• What to produce:
Could you copy every line of the data that contains the word "White"?

• Task data:

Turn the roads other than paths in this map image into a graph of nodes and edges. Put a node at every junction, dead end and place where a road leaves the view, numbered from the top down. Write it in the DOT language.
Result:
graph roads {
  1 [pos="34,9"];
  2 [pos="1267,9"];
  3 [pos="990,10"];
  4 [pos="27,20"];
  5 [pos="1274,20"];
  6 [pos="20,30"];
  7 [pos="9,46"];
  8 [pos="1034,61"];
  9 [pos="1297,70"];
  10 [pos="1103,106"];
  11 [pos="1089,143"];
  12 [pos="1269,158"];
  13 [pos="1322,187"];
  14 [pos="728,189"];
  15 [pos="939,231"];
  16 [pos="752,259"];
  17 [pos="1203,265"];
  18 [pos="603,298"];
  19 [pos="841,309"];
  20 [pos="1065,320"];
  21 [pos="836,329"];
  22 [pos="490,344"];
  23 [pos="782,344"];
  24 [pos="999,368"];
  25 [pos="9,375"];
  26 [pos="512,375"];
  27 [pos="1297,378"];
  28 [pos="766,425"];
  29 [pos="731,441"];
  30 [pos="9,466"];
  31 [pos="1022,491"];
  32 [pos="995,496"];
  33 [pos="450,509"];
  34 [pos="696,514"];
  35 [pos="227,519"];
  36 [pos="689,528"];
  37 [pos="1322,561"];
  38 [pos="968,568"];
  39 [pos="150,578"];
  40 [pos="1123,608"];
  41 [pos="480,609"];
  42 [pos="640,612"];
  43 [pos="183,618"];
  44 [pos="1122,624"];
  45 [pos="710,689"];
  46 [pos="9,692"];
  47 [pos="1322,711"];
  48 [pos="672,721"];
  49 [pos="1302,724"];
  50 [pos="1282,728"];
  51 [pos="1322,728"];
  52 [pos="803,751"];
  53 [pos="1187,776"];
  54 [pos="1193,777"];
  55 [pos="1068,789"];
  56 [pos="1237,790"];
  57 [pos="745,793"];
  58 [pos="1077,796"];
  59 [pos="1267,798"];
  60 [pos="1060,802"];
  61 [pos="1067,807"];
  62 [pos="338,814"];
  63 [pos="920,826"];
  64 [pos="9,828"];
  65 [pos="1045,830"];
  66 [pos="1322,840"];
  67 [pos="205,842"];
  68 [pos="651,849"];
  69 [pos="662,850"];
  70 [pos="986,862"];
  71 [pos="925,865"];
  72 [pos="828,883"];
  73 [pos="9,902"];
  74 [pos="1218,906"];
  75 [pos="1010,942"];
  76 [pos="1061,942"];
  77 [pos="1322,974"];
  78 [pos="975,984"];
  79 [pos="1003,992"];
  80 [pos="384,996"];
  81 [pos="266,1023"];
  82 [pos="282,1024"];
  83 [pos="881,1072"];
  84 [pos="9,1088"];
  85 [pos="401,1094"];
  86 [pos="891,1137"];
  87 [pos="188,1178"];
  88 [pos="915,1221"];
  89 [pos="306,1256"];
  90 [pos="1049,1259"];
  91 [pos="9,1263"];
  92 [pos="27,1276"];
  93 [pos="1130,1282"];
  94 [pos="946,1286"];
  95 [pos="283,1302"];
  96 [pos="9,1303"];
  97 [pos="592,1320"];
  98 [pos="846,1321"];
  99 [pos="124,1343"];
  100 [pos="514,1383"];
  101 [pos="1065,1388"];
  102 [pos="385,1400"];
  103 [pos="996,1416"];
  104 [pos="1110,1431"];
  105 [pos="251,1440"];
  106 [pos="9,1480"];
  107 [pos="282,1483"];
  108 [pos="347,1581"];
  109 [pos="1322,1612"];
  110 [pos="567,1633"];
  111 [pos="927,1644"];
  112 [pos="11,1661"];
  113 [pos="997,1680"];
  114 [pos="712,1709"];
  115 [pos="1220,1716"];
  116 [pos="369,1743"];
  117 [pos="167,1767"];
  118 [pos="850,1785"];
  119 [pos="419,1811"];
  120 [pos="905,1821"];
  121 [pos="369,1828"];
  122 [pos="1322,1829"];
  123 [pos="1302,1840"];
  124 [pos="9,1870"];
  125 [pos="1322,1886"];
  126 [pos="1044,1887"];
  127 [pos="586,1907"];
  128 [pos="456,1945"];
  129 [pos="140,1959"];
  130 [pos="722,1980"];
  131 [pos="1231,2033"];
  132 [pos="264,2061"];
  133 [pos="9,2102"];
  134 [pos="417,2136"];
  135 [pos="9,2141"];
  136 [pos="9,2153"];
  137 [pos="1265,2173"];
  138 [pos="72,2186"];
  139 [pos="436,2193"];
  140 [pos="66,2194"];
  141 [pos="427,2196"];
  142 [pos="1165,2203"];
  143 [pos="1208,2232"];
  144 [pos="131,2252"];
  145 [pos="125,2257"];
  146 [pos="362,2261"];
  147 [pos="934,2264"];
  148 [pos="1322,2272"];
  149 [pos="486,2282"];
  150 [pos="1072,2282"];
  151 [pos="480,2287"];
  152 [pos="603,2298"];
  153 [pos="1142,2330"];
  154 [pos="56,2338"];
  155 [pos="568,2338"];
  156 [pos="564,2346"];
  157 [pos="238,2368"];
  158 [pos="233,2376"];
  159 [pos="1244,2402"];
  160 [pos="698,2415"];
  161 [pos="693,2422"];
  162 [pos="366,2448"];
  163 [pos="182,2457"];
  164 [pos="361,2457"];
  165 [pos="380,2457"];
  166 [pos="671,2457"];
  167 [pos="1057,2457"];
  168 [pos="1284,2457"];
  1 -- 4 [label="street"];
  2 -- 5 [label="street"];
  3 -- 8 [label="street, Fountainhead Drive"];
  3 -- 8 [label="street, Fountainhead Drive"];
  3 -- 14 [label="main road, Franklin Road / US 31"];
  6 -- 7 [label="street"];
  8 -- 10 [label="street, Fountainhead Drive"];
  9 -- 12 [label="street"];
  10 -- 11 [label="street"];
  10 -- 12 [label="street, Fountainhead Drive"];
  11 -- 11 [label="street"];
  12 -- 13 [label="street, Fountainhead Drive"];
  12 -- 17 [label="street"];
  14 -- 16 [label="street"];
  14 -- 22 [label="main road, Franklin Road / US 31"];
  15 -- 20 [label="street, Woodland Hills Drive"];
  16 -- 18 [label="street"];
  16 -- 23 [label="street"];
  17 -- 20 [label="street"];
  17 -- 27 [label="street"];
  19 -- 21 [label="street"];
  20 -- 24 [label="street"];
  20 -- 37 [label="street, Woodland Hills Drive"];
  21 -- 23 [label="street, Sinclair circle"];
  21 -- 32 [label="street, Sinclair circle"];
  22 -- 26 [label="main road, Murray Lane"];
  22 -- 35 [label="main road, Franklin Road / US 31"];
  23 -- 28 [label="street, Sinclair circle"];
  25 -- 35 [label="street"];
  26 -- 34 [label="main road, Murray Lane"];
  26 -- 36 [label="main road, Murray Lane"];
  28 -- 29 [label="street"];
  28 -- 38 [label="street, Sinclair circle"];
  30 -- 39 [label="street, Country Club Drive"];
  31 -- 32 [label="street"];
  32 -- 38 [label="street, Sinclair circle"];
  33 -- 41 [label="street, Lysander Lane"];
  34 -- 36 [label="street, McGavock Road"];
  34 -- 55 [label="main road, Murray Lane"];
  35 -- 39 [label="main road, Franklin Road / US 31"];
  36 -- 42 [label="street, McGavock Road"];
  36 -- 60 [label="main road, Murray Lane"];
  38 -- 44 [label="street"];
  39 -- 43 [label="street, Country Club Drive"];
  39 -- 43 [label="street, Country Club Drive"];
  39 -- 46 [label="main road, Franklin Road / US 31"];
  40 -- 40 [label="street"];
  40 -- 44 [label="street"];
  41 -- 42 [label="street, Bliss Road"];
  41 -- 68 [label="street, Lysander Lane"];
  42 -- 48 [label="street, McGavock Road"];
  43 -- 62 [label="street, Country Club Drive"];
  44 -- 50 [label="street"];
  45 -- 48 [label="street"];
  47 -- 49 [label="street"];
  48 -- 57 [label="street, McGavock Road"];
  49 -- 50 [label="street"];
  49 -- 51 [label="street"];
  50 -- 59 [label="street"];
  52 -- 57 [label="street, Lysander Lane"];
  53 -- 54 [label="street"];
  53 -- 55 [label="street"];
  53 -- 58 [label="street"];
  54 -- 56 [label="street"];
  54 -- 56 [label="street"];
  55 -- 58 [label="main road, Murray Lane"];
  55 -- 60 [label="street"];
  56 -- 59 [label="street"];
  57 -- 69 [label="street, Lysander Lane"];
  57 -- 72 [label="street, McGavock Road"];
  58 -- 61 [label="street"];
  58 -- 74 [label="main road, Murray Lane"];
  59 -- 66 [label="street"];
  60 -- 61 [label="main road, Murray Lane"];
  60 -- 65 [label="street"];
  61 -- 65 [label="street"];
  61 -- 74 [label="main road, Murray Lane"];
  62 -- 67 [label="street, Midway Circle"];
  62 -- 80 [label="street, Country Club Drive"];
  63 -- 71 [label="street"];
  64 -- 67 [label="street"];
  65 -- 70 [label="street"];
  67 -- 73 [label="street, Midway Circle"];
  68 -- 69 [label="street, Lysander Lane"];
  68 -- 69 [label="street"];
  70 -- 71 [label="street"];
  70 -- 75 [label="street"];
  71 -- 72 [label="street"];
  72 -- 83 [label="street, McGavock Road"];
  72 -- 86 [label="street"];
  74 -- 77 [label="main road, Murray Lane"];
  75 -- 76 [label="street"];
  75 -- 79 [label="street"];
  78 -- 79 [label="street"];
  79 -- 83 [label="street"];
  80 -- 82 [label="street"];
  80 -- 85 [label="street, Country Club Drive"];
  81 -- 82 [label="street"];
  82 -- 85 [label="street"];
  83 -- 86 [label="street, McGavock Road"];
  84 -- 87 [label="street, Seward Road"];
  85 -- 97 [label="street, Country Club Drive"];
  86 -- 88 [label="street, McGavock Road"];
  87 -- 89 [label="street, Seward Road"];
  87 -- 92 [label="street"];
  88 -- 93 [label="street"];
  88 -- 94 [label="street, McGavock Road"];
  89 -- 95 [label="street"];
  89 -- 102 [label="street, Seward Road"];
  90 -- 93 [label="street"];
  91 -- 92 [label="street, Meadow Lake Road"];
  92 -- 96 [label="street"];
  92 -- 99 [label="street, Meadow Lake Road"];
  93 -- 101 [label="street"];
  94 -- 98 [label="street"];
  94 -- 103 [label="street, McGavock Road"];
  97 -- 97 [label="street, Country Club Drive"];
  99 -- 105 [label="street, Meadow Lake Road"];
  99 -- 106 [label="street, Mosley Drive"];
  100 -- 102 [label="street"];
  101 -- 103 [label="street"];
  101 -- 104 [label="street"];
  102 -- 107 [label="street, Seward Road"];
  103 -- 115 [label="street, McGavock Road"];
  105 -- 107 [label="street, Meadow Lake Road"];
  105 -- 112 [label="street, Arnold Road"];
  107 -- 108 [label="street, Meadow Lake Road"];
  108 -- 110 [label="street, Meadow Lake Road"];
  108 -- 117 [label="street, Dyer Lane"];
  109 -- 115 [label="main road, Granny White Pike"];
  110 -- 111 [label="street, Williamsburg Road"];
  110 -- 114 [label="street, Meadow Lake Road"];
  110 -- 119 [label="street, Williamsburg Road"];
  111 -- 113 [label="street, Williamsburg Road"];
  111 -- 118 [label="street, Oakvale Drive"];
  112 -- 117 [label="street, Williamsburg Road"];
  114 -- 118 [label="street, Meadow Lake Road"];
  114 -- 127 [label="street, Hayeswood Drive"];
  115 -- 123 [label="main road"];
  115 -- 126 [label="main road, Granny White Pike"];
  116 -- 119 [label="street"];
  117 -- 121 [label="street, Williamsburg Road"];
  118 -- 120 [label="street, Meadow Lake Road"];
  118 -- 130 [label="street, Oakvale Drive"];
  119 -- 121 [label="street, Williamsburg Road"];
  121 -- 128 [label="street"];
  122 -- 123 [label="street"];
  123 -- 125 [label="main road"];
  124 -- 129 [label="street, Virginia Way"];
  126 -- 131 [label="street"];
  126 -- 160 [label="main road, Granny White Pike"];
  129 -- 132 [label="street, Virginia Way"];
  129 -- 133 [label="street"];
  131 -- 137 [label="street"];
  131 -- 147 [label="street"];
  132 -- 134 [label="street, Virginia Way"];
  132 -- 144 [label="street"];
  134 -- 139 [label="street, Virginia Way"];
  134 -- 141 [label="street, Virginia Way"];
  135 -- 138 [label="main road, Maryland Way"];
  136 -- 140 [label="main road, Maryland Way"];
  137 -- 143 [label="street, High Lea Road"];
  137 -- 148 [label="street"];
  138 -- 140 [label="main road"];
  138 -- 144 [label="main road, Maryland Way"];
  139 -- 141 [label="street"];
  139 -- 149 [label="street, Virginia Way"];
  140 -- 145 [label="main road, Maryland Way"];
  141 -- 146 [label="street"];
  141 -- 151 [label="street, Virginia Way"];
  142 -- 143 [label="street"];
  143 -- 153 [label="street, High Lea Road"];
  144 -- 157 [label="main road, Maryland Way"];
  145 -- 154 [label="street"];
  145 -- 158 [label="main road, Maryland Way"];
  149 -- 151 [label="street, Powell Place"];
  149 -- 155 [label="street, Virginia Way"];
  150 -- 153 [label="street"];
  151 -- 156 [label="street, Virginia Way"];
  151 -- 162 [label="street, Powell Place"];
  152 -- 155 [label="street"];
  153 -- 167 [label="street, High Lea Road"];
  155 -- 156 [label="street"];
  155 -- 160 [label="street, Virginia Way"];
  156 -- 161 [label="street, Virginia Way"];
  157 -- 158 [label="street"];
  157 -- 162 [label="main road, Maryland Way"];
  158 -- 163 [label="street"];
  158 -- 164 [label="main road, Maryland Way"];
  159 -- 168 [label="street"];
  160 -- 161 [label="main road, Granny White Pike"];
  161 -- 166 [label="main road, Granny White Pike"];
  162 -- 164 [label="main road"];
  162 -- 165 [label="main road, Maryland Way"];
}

• Response:
  109 -- 115 [label="main road, Granny White Pike"];
  115 -- 126 [label="main road, Granny White Pike"];
  126 -- 160 [label="main road, Granny White Pike"];
  160 -- 161 [label="main road, Granny White Pike"];
  161 -- 166 [label="main road, Granny White Pike"];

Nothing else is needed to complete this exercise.